Artificial intelligence, as an emerging and multidisciplinary domain of research and innovation, has attracted growing attention in recent years. Delineating the domain composition of artificial intelligence is central to profiling and tracking its development and trajectories. This paper puts forward a bibliometric definition for artificial intelligence which can be readily applied, including by researchers, managers, and policy analysts. Our approach starts with benchmark records of artificial intelligence captured by using a core keyword and specialized journal search. We then extract candidate terms from high frequency keywords of benchmark records, refine keywords and complement with the subject category “artificial intelligence”. We assess our search approach by comparing it with other three recent search strategies of artificial intelligence, using a common source of articles from the Web of Science. Using this source, we then profile patterns of growth and international diffusion of scientific research in artificial intelligence in recent years, identify top research sponsors in funding artificial intelligence and demonstrate how diverse disciplines contribute to the multidisciplinary development of artificial intelligence.
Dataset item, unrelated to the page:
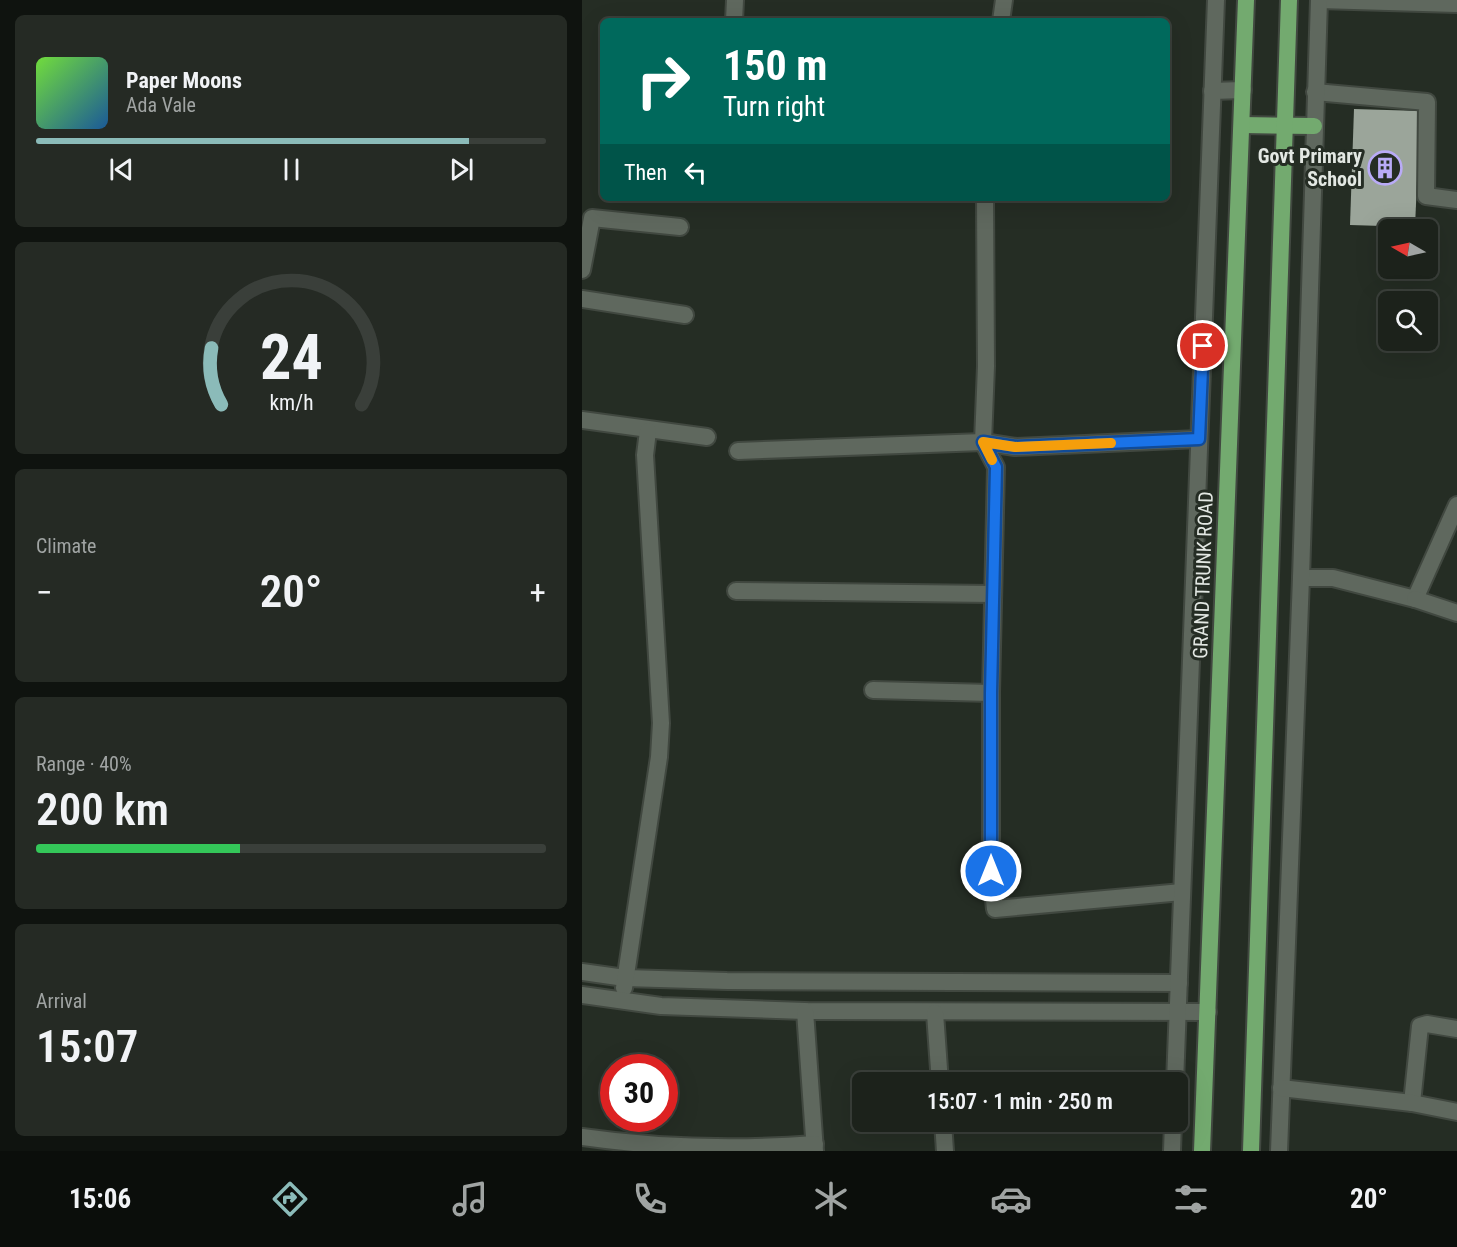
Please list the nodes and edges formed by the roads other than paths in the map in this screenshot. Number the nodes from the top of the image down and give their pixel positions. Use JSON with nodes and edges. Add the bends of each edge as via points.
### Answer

We conclude with implications for search strategy development and suggestions of lines for further research.

Highlights

  • Artificial intelligence is considered as a cutting-edge technology that is increasingly driv‐ ing developments and innovations in a wide range of scientific, technological, business, and government fields (WIPO 2019a)

  • If greater than 50% of the sample comprised publications relevant to artificial intelligence, the candidate keyword was included in our final search strategy, deeming this candidate keyword as having a low noise ratio (LR)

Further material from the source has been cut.